### REQUIRED ACTION
With the line containing "middle dip: (413, 338)" as the start and the line containing "thumb mcp: (599, 223)" as the end, transcribe that span of the entries below exactly, including both.

=== MATERIAL FOR THE TASK ===

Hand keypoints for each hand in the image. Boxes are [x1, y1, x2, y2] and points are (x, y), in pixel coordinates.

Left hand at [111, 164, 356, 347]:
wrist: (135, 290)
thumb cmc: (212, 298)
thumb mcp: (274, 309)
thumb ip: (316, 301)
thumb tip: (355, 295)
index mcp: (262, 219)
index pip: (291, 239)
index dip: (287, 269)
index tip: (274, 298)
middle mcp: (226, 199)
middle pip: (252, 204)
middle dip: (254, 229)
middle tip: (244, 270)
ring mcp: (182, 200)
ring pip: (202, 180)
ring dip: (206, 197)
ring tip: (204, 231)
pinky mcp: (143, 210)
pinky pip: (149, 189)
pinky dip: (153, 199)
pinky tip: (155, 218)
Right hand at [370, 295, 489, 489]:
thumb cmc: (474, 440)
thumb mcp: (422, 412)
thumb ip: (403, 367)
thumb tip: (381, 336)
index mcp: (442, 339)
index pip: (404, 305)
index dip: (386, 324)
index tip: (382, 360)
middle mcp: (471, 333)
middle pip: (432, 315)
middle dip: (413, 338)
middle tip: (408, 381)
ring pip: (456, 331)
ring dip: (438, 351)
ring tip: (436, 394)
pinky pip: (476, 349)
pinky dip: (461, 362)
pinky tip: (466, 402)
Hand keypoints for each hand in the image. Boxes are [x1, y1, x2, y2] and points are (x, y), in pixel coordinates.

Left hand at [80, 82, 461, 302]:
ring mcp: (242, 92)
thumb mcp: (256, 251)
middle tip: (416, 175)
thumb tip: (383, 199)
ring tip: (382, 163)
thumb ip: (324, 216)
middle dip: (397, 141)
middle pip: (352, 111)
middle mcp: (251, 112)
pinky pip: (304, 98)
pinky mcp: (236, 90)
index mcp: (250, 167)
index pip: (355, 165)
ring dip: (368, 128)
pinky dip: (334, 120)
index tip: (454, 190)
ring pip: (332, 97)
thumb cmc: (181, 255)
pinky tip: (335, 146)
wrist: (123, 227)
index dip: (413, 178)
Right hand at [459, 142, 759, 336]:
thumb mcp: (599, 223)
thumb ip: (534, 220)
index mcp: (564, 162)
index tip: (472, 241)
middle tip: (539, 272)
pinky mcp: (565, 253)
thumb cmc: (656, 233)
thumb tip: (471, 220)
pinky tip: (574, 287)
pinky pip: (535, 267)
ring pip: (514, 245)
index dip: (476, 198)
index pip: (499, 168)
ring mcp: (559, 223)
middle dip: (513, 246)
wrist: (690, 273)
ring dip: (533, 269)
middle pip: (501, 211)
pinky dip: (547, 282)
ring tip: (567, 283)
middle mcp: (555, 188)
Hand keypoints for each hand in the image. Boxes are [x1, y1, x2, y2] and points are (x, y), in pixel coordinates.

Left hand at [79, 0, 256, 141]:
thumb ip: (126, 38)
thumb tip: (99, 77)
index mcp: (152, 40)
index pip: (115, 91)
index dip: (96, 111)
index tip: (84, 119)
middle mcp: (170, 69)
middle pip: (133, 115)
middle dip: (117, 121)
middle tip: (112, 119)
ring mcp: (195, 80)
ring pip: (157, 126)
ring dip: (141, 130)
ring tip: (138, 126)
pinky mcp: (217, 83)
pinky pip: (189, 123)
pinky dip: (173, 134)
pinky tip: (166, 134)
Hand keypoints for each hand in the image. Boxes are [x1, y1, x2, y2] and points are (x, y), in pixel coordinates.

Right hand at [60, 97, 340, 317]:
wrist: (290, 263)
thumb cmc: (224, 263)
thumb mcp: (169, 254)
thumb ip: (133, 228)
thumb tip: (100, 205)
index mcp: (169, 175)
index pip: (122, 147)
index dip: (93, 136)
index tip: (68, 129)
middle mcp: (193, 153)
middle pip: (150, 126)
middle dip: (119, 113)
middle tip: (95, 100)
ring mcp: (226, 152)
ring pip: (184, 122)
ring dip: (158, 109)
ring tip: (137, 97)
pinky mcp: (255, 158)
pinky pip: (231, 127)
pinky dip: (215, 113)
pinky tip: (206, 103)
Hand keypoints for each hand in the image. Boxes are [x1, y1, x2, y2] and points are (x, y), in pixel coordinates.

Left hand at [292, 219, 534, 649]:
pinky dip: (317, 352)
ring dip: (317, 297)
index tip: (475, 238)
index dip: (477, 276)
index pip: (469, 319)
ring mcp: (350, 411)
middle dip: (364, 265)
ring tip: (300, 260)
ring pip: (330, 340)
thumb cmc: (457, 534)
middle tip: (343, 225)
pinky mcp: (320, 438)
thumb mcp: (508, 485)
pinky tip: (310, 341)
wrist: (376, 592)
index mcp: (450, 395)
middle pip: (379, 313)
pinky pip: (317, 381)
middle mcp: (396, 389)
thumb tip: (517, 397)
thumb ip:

===

### SOLUTION
middle dip: (413, 338)
middle tip: (408, 381)
ring pip: (456, 331)
ring dip: (438, 351)
ring tip: (436, 394)
pinky pip: (476, 349)
pinky dip: (461, 362)
pinky tip: (466, 402)
Hand keypoints for each hand in the image. Boxes are [x1, y1, x2, y2] and points are (x, y), in pixel coordinates.

Left hand at [80, 82, 461, 302]:
ring mcp: (242, 92)
thumb mcp: (256, 251)
middle tip: (416, 175)
thumb tip: (383, 199)
ring tip: (382, 163)
thumb ip: (324, 216)
middle dip: (397, 141)
middle pip: (352, 111)
middle mcp: (251, 112)
pinky pip: (304, 98)
pinky mcp: (236, 90)
index mcp: (250, 167)
index pip: (355, 165)
ring dip: (368, 128)
pinky dip: (334, 120)
index tip: (454, 190)
ring pip: (332, 97)
thumb cmc: (181, 255)
pinky tip: (335, 146)
wrist: (123, 227)
index dip: (413, 178)
Right hand at [459, 142, 759, 336]:
thumb mcp: (599, 223)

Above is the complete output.